Beyond Sports: Politics, Macro, and Global Events
The World Cup zone is just one filter inside Predict World. Browse the full markets view and the category tabs make the range clear: alongside sports, there’s Trump, Fed Interest Rate, Macro Indicators, and Inflation, each holding a live board of yes/no markets with real-time pricing and trading volume attached.
The mix on any given day can span geopolitics and monetary policy in the same scroll: a market on whether María Corina Machado enters Venezuela by a set date, another tracking the odds of a Russia nuclear test by specific 2026 deadlines, and a running board on Fed rate cuts broken out by meeting date, each priced individually with its own Yes/No spread. Macro releases get the same treatment, with a market on the June US annual inflation print offering separate outcome bands (such as at or below 3.6% versus exactly 3.7%) that traders can position on ahead of the data. Even political process questions show up, like a market on whether Trump renames ICE to NICE by year-end, split into short-term and longer-dated windows. Some of these single markets carry trading volumes in the tens of millions, on par with what a mid-sized crypto pair might see in a day.
That range is the point.
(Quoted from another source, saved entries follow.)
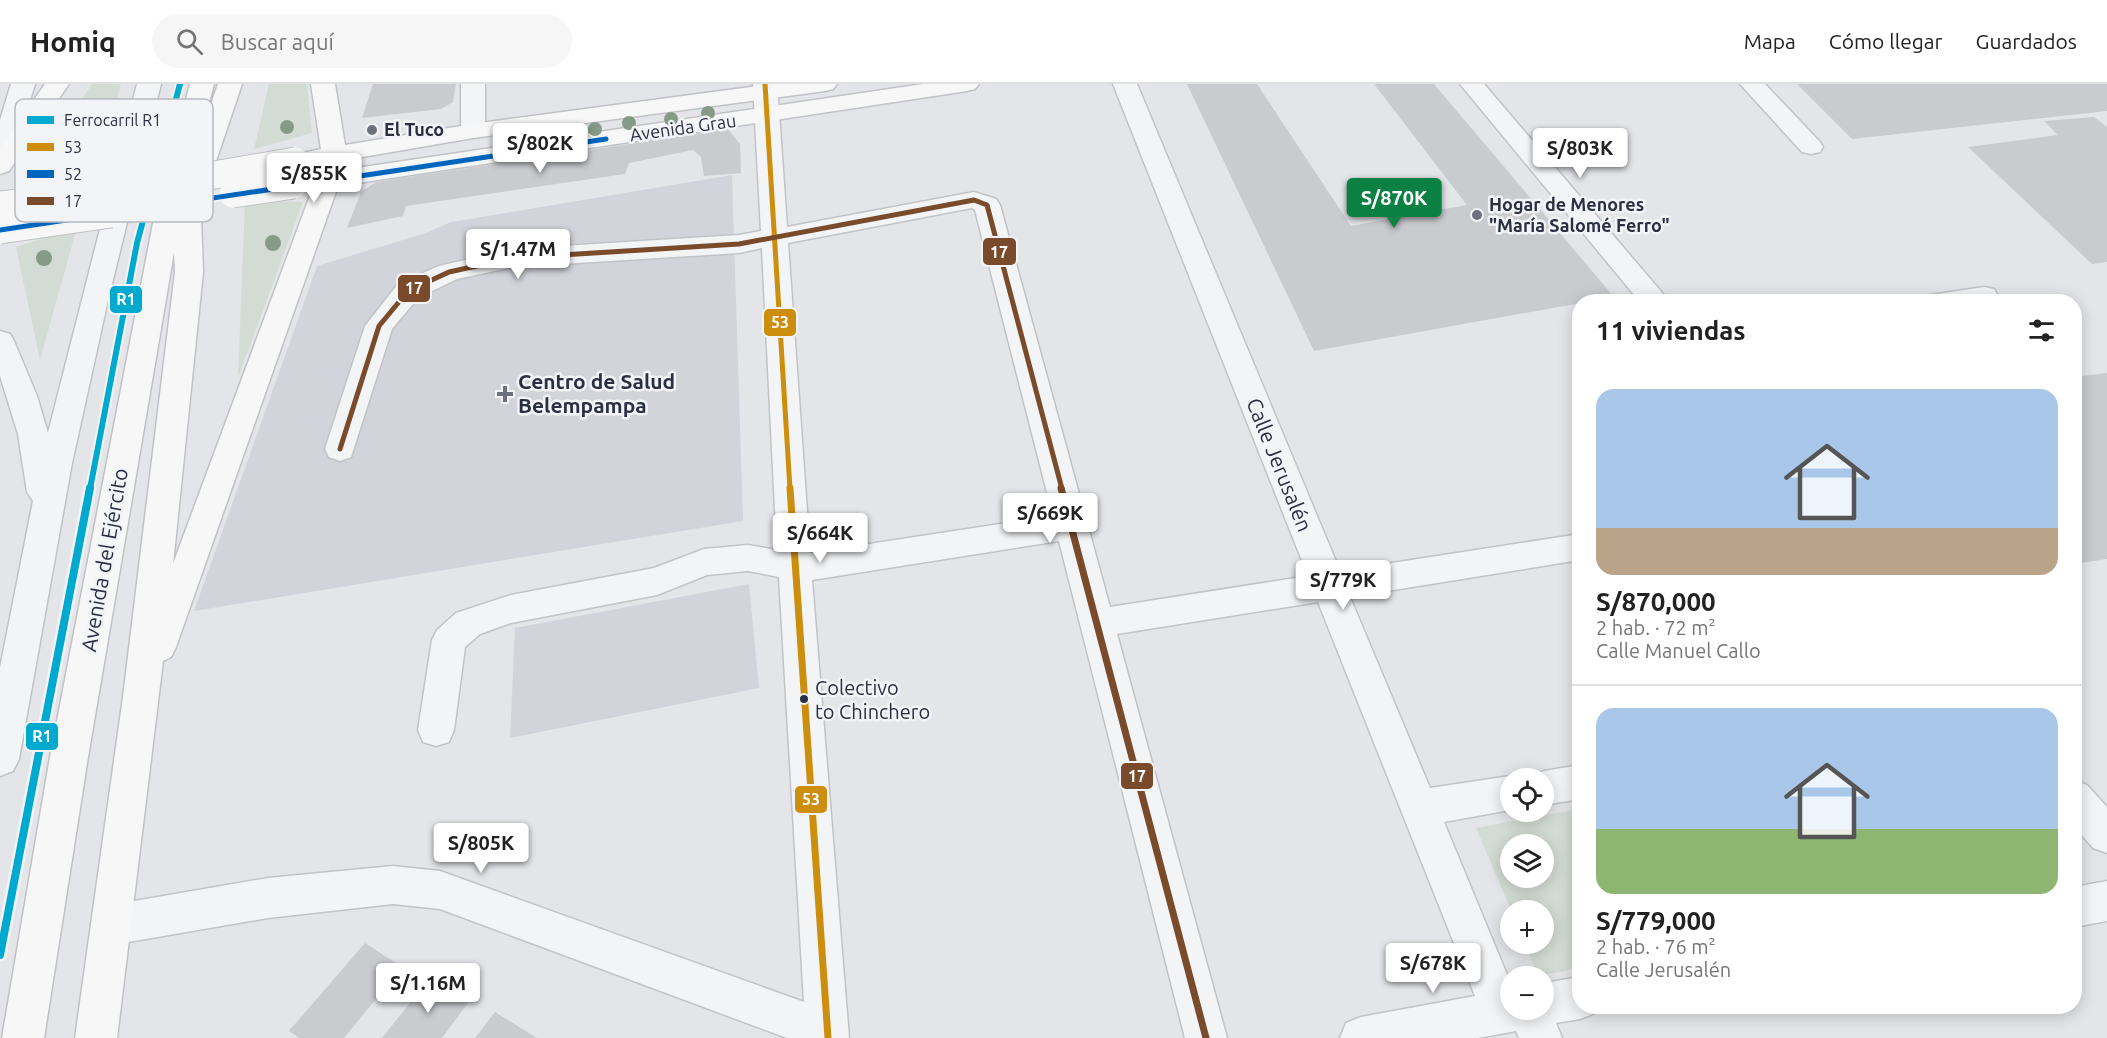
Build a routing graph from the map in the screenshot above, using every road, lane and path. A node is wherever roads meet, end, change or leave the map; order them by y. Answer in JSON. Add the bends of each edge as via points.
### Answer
{"nodes":[{"id":1,"x":23,"y":84,"type":"edge"},
{"id":2,"x":57,"y":84,"type":"edge"},
{"id":3,"x":149,"y":84,"type":"edge"},
{"id":4,"x":202,"y":84,"type":"edge"},
{"id":5,"x":230,"y":84,"type":"edge"},
{"id":6,"x":323,"y":84,"type":"edge"},
{"id":7,"x":473,"y":84,"type":"edge"},
{"id":8,"x":826,"y":84,"type":"edge"},
{"id":9,"x":967,"y":84,"type":"edge"},
{"id":10,"x":1125,"y":84,"type":"edge"},
{"id":11,"x":1472,"y":84,"type":"edge"},
{"id":12,"x":1752,"y":84,"type":"edge"},
{"id":13,"x":765,"y":98,"type":"edge"},
{"id":14,"x":16,"y":99,"type":"edge"},
{"id":15,"x":47,"y":99,"type":"edge"},
{"id":16,"x":145,"y":99,"type":"edge"},
{"id":17,"x":198,"y":99,"type":"edge"},
{"id":18,"x":15,"y":101,"type":"edge"},
{"id":19,"x":6,"y":120,"type":"edge"},
{"id":20,"x":472,"y":131,"type":"junction"},
{"id":21,"x":15,"y":144,"type":"edge"},
{"id":22,"x":1811,"y":147,"type":"dead end"},
{"id":23,"x":0,"y":160,"type":"edge"},
{"id":24,"x":0,"y":166,"type":"edge"},
{"id":25,"x":331,"y":167,"type":"junction"},
{"id":26,"x":294,"y":173,"type":"junction"},
{"id":27,"x":213,"y":181,"type":"edge"},
{"id":28,"x":213,"y":184,"type":"edge"},
{"id":29,"x":213,"y":189,"type":"edge"},
{"id":30,"x":15,"y":203,"type":"edge"},
{"id":31,"x":0,"y":205,"type":"edge"},
{"id":32,"x":41,"y":222,"type":"edge"},
{"id":33,"x":112,"y":222,"type":"edge"},
{"id":34,"x":166,"y":222,"type":"edge"},
{"id":35,"x":205,"y":222,"type":"edge"},
{"id":36,"x":0,"y":230,"type":"edge"},
{"id":37,"x":775,"y":238,"type":"junction"},
{"id":38,"x":1649,"y":294,"type":"edge"},
{"id":39,"x":0,"y":341,"type":"edge"},
{"id":40,"x":340,"y":449,"type":"dead end"},
{"id":41,"x":45,"y":520,"type":"junction"},
{"id":42,"x":1072,"y":526,"type":"junction"},
{"id":43,"x":1572,"y":548,"type":"edge"},
{"id":44,"x":795,"y":569,"type":"junction"},
{"id":45,"x":1329,"y":587,"type":"junction"},
{"id":46,"x":1097,"y":622,"type":"junction"},
{"id":47,"x":141,"y":697,"type":"junction"},
{"id":48,"x":436,"y":730,"type":"dead end"},
{"id":49,"x":0,"y":759,"type":"edge"},
{"id":50,"x":1572,"y":783,"type":"edge"},
{"id":51,"x":1554,"y":786,"type":"edge"},
{"id":52,"x":1500,"y":795,"type":"edge"},
{"id":53,"x":2082,"y":806,"type":"edge"},
{"id":54,"x":1419,"y":808,"type":"junction"},
{"id":55,"x":2107,"y":835,"type":"edge"},
{"id":56,"x":2107,"y":901,"type":"edge"},
{"id":57,"x":2082,"y":906,"type":"edge"},
{"id":58,"x":111,"y":925,"type":"junction"},
{"id":59,"x":1500,"y":978,"type":"edge"},
{"id":60,"x":1572,"y":999,"type":"edge"},
{"id":61,"x":1554,"y":1002,"type":"edge"},
{"id":62,"x":1500,"y":1013,"type":"edge"},
{"id":63,"x":1524,"y":1020,"type":"edge"},
{"id":64,"x":828,"y":1035,"type":"edge"},
{"id":65,"x":23,"y":1038,"type":"edge"},
{"id":66,"x":96,"y":1038,"type":"edge"},
{"id":67,"x":1206,"y":1038,"type":"edge"},
{"id":68,"x":1361,"y":1038,"type":"edge"},
{"id":69,"x":1540,"y":1038,"type":"edge"}],
"edges":[{"from":1,"to":14,"type":"street"},
{"from":2,"to":15,"type":"main road"},
{"from":3,"to":16,"type":"street"},
{"from":4,"to":17,"type":"main road","name":"Avenida del Ejército"},
{"from":5,"to":28,"type":"main road"},
{"from":6,"to":25,"type":"main road"},
{"from":7,"to":20,"type":"street"},
{"from":8,"to":13,"type":"main road","name":"Avenida Grau"},
{"from":9,"to":13,"type":"main road","name":"Avenida Grau"},
{"from":10,"to":45,"type":"street","name":"Calle Jerusalén"},
{"from":11,"to":38,"type":"street"},
{"from":12,"to":22,"type":"street"},
{"from":13,"to":20,"type":"main road","name":"Avenida Grau"},
{"from":13,"to":25,"type":"main road","name":"Avenida Grau"},
{"from":13,"to":37,"type":"street"},
{"from":18,"to":19,"type":"street"},
{"from":19,"to":23,"type":"street"},
{"from":20,"to":25,"type":"main road","name":"Avenida Grau"},
{"from":21,"to":24,"type":"main road"},
{"from":25,"to":26,"type":"main road"},
{"from":25,"to":47,"type":"main road"},
{"from":26,"to":27,"type":"main road","bridge":true},
{"from":26,"to":29,"type":"main road","bridge":true},
{"from":30,"to":31,"type":"main road","bridge":true},
{"from":32,"to":36,"type":"main road","bridge":true},
{"from":33,"to":41,"type":"street"},
{"from":34,"to":65,"type":"main road","name":"Avenida del Ejército","via":[[69,757]]},
{"from":35,"to":47,"type":"main road","via":[[189,272]]},
{"from":37,"to":40,"type":"street","via":[[739,244],[513,258],[449,272],[408,291],[379,326]]},
{"from":37,"to":42,"type":"street","via":[[974,200],[987,205]]},
{"from":37,"to":44,"type":"street"},
{"from":39,"to":41,"type":"street","via":[[37,448]]},
{"from":41,"to":49,"type":"street"},
{"from":42,"to":44,"type":"street"},
{"from":42,"to":46,"type":"street"},
{"from":43,"to":45,"type":"street"},
{"from":44,"to":48,"type":"street","via":[[748,558],[704,562],[657,581],[511,609],[468,623],[449,640]]},
{"from":44,"to":64,"type":"street"},
{"from":45,"to":46,"type":"street"},
{"from":45,"to":54,"type":"street","name":"Calle Jerusalén"},
{"from":46,"to":67,"type":"street"},
{"from":47,"to":58,"type":"main road"},
{"from":50,"to":51,"type":"street"},
{"from":52,"to":54,"type":"street"},
{"from":53,"to":55,"type":"street"},
{"from":54,"to":59,"type":"street","name":"Calle Jerusalén"},
{"from":56,"to":57,"type":"street"},
{"from":58,"to":64,"type":"street","via":[[280,897],[393,885],[440,890]]},
{"from":58,"to":66,"type":"main road"},
{"from":60,"to":61,"type":"street"},
{"from":62,"to":68,"type":"street"},
{"from":63,"to":69,"type":"street","name":"Calle Jerusalén"}]}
A trader who has a read on Fed policy doesn’t need to leave Zoomex to act on it, and someone tracking inflation data or a geopolitical headline can turn that view into a position with the same mechanics used for the World Cup markets described above: enter early, adjust as new information lands, exit whenever the price no longer matches their view.
Why It’s Built for Crypto Traders Specifically
Most prediction markets ask users to think like sports bettors. Zoomex Predict World asks them to think like traders, because that’s exactly the audience it’s built for. Match outcomes become event-based assets. Market prices reflect the crowd’s live expectations, not a fixed pre-match line. Someone who already understands how to manage a position on Zoomex, when to add exposure, when to cut it, when the market has clearly turned, can apply the same instincts to a football match as they would to a volatile altcoin.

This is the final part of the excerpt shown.